Aprovechando las últimas horas de la noche, Hércules y Abdero salieron sigilosamente de sus habitaciones y llegaron a los establos, donde redujeron con facilidad a los guardias de Diomedes. Por desgracia, el siguiente trabajo no iba a ser tan fácil porque las bestias estaban atadas con cadenas de hierro a pesebres de cobre y, para colmo de males, empezaron a relinchar cuando los desconocidos intentaron liberarlas. El estruendoso sonido procedente de las cuadras hizo despertar a Diomedes, quien, de inmediato, puso en guardia a sus guerreros. Ante el peligro inminente Hércules alzó su poderoso brazo y descargó con fuerza su espada contras las cadenas de hierro.

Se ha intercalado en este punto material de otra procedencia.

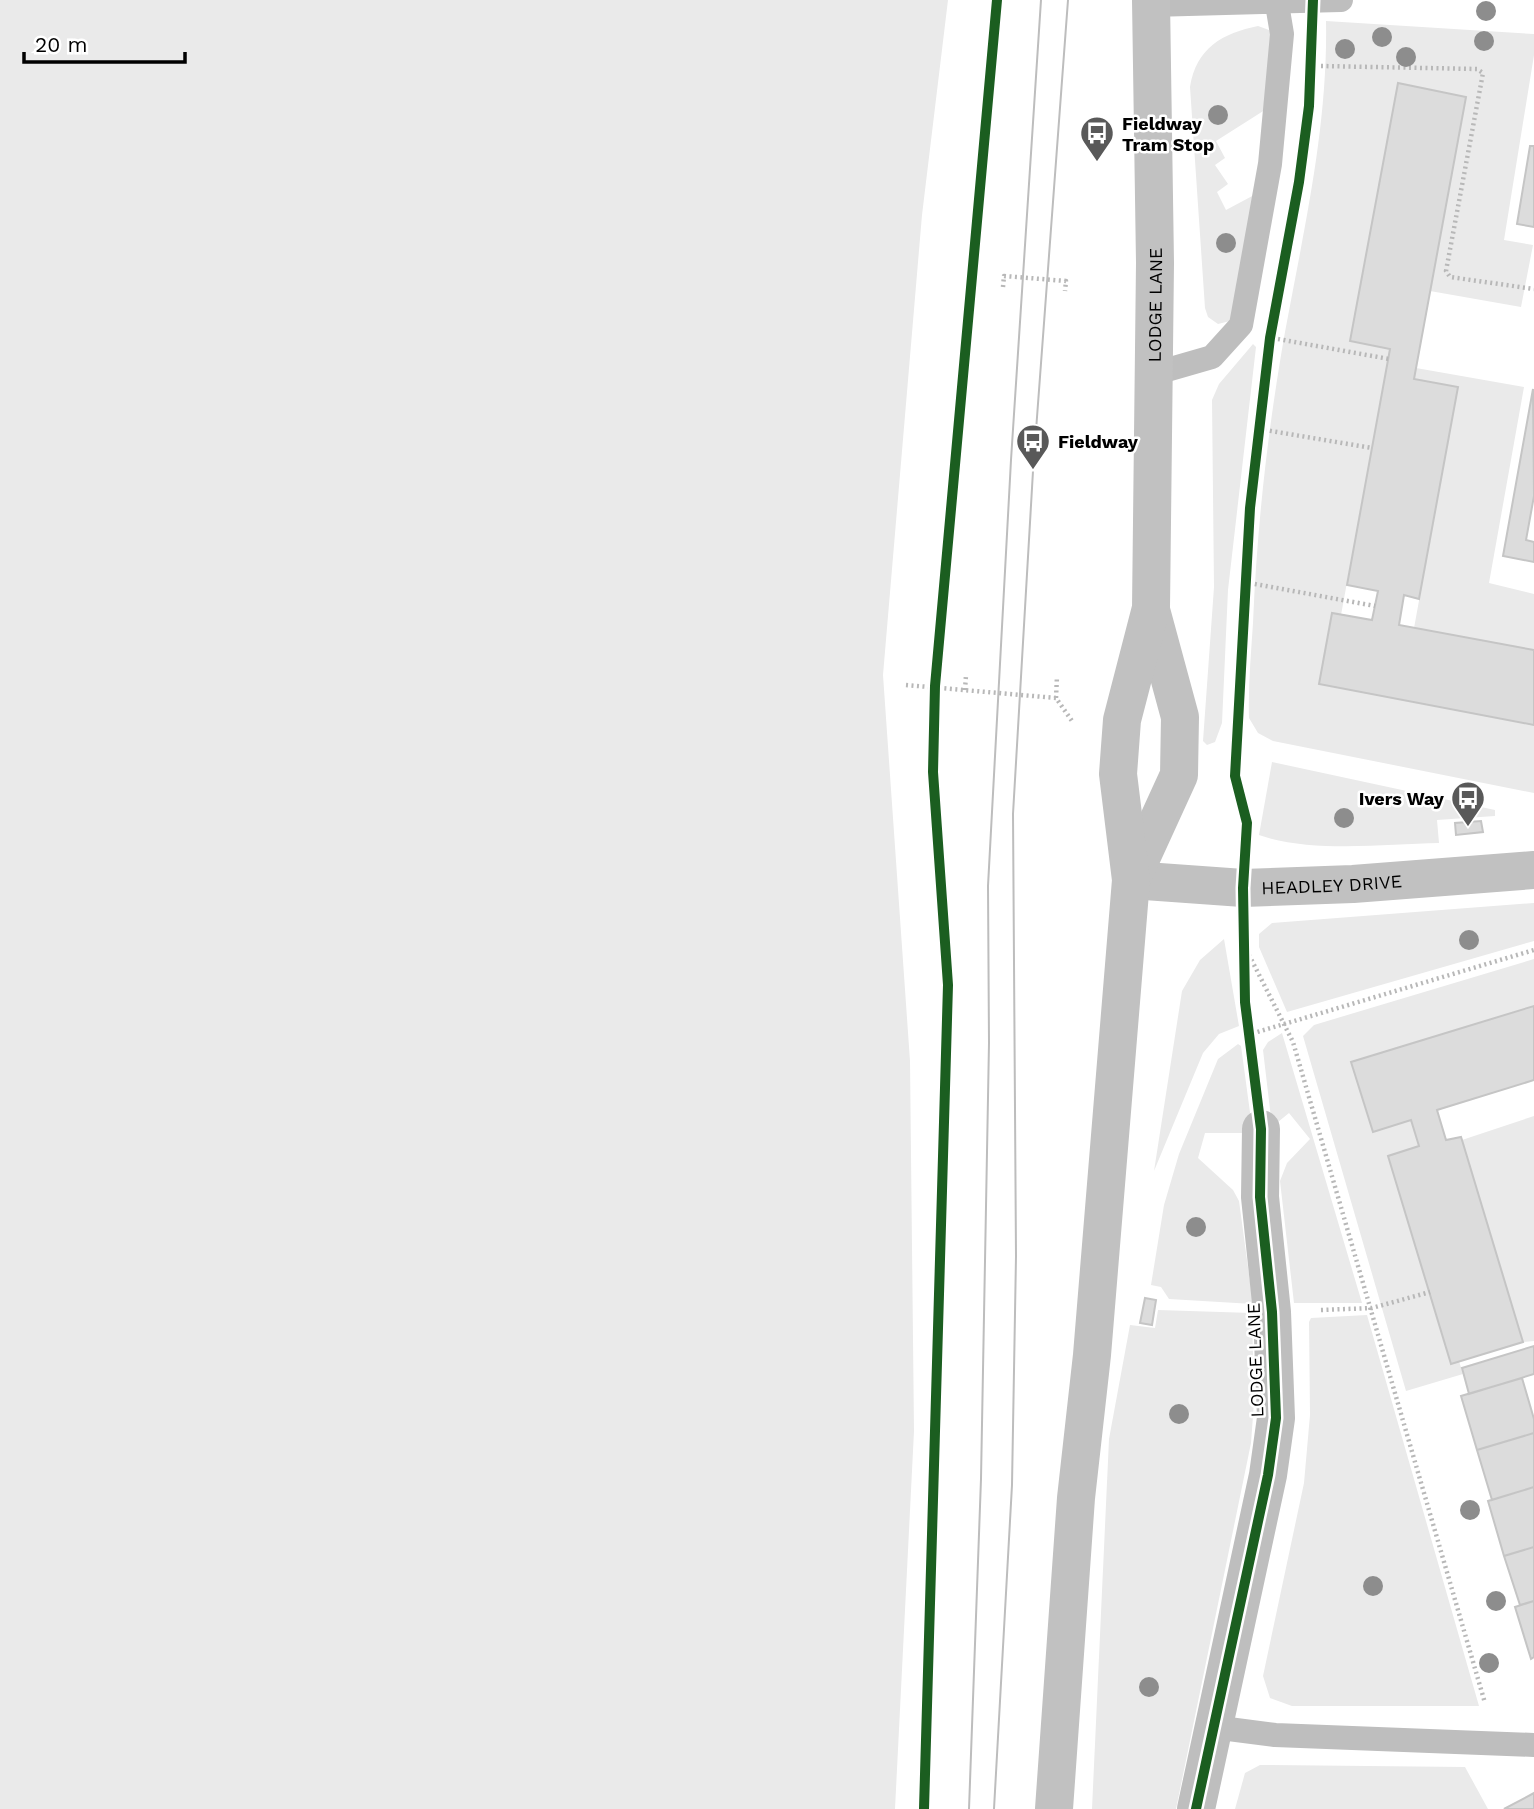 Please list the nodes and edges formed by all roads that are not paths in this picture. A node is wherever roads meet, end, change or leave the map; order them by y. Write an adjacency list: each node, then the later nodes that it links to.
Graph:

Una vez rotas las cadenas, Hécules y Abdero sacaron las yeguas de los establos y cabalgaron, más rápidos que el viento, hasta las orillas del mar Negro, seguidos, bien de cerca, por la guardia del rey Diomedes. Al llegar a su destino, Hércules le dijo a su amigo que cuidase de las bestias porque antes de partir debía de terminar con tan terrible y sanguinario gigante. Sin tiempo que perder, el héroe corrió tierra adentro y excavó un túnel que inundó con agua del mar por lo que cuando Diomedes y sus hombres llegaron con sus carros no tuvieron tiempo de frenar y cayeron en el interior, donde murieron ahogados. Esta nueva aventura parecía haber acabado de la mejor manera posible, pero, como dijimos, el destino volvió a mostrarse caprichoso.

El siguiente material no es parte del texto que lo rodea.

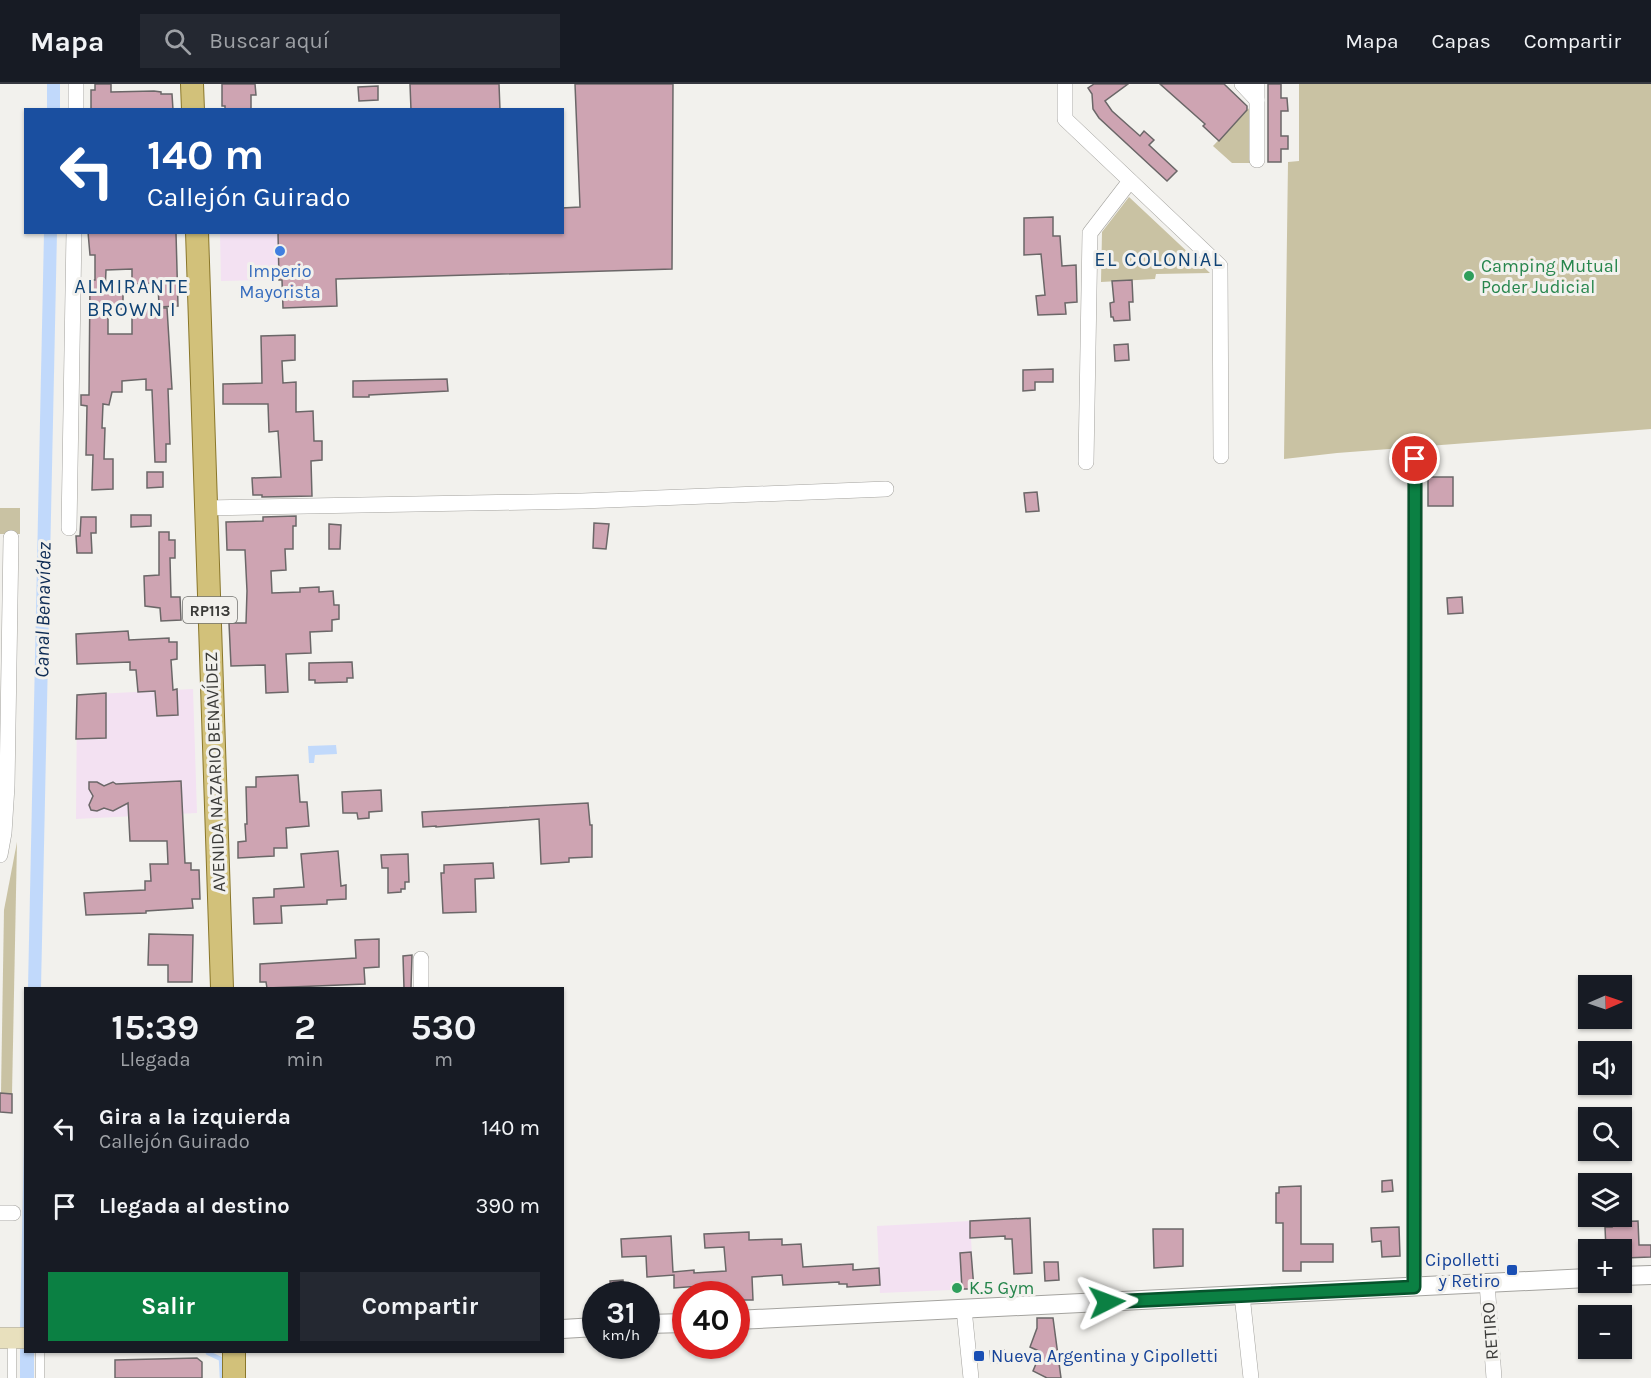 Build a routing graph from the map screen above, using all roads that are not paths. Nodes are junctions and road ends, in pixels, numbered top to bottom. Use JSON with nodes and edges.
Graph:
{"nodes":[{"id":1,"x":76,"y":84,"type":"edge"},
{"id":2,"x":192,"y":84,"type":"edge"},
{"id":3,"x":1065,"y":84,"type":"edge"},
{"id":4,"x":1242,"y":84,"type":"edge"},
{"id":5,"x":1257,"y":92,"type":"edge"},
{"id":6,"x":76,"y":108,"type":"edge"},
{"id":7,"x":193,"y":108,"type":"edge"},
{"id":8,"x":1257,"y":160,"type":"dead end"},
{"id":9,"x":1130,"y":181,"type":"junction"},
{"id":10,"x":74,"y":234,"type":"edge"},
{"id":11,"x":197,"y":234,"type":"edge"},
{"id":12,"x":1221,"y":456,"type":"dead end"},
{"id":13,"x":1415,"y":459,"type":"dead end"},
{"id":14,"x":1086,"y":462,"type":"dead end"},
{"id":15,"x":886,"y":489,"type":"dead end"},
{"id":16,"x":206,"y":508,"type":"junction"},
{"id":17,"x":69,"y":528,"type":"dead end"},
{"id":18,"x":11,"y":538,"type":"dead end"},
{"id":19,"x":3,"y":786,"type":"edge"},
{"id":20,"x":0,"y":855,"type":"edge"},
{"id":21,"x":421,"y":959,"type":"dead end"},
{"id":22,"x":222,"y":987,"type":"edge"},
{"id":23,"x":421,"y":987,"type":"edge"},
{"id":24,"x":1651,"y":1275,"type":"edge"},
{"id":25,"x":1632,"y":1276,"type":"edge"},
{"id":26,"x":1578,"y":1278,"type":"edge"},
{"id":27,"x":1486,"y":1283,"type":"junction"},
{"id":28,"x":1414,"y":1287,"type":"junction"},
{"id":29,"x":1242,"y":1295,"type":"junction"},
{"id":30,"x":964,"y":1309,"type":"junction"},
{"id":31,"x":750,"y":1319,"type":"edge"},
{"id":32,"x":582,"y":1328,"type":"edge"},
{"id":33,"x":564,"y":1329,"type":"edge"},
{"id":34,"x":15,"y":1338,"type":"edge"},
{"id":35,"x":40,"y":1353,"type":"edge"},
{"id":36,"x":234,"y":1353,"type":"edge"},
{"id":37,"x":12,"y":1378,"type":"edge"},
{"id":38,"x":40,"y":1378,"type":"edge"},
{"id":39,"x":234,"y":1378,"type":"edge"},
{"id":40,"x":971,"y":1378,"type":"edge"},
{"id":41,"x":1251,"y":1378,"type":"edge"},
{"id":42,"x":1494,"y":1378,"type":"edge"}],
"edges":[{"from":1,"to":6,"type":"street"},
{"from":2,"to":7,"type":"main road"},
{"from":3,"to":9,"type":"street"},
{"from":4,"to":5,"type":"street"},
{"from":5,"to":8,"type":"street"},
{"from":9,"to":12,"type":"street"},
{"from":9,"to":14,"type":"street"},
{"from":10,"to":17,"type":"street"},
{"from":11,"to":16,"type":"main road","name":"AVENIDA NAZARIO BENAVÍDEZ","number":"RP113"},
{"from":13,"to":28,"type":"street"},
{"from":15,"to":16,"type":"street"},
{"from":16,"to":22,"type":"main road","name":"AVENIDA NAZARIO BENAVÍDEZ","number":"RP113"},
{"from":18,"to":19,"type":"street"},
{"from":19,"to":20,"type":"street"},
{"from":21,"to":23,"type":"street"},
{"from":24,"to":25,"type":"street"},
{"from":26,"to":27,"type":"street"},
{"from":27,"to":28,"type":"street"},
{"from":27,"to":42,"type":"street","name":"RETIRO"},
{"from":28,"to":29,"type":"street"},
{"from":29,"to":30,"type":"street"},
{"from":29,"to":41,"type":"street"},
{"from":30,"to":31,"type":"street"},
{"from":30,"to":40,"type":"street"},
{"from":32,"to":33,"type":"street"},
{"from":34,"to":37,"type":"lane"},
{"from":35,"to":38,"type":"lane"},
{"from":36,"to":39,"type":"main road"}]}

Feliz por su victoria y con la sonrisa dibujaba en los labios, Hércules regresó juntó a su leal y buen amigo sin ni tan siquiera imaginar lo que estaban a punto de contemplar sus ojos. Al llegar a la costa el héroe quedó horrorizado; con desesperación observó cómo las yeguas habían roto las cadenas y golpeado hasta la muerte al buen Abdero que, ahora, permanecía en el suelo con su cuerpo desgarrado por las dentelladas de las insaciables bestias. Fuera de sí, Hércules decidió cobrarse justa venganza, por lo que deshizo sus pasos y regresó al canal para sacar el cuerpo del infame Diomedes y arrojarlo contra las yeguas que lo devoraron sin piedad hasta convertirlo en un pálido esqueleto.
Con gran esfuerzo, el héroe ató las mandíbulas de las fieras con fuertes sogas y las subió a bordo del barco que debería llevarlo hasta Micenas. Cuando ya se encontraba lejos de la costa, Hércules miró hacia atrás y sollozó por la pérdida del compañero. En adelante, aseguró, este lugar se llamaría Abdera, en honor de su fiel amigo. Así fue, y Abdera se convirtió en una polis, que fue cuna de destacados filósofos como Demócrito y Protágoras.
HÉRCULES DECIDIÓ COBRARSE SU JUSTA VENGANZA, POR LO QUE ARROJÓ EL CUERPO DEL INFAME REY DIOMEDES CONTRA LAS YEGUAS, QUE LO DEVORARON SIN PIEDAD.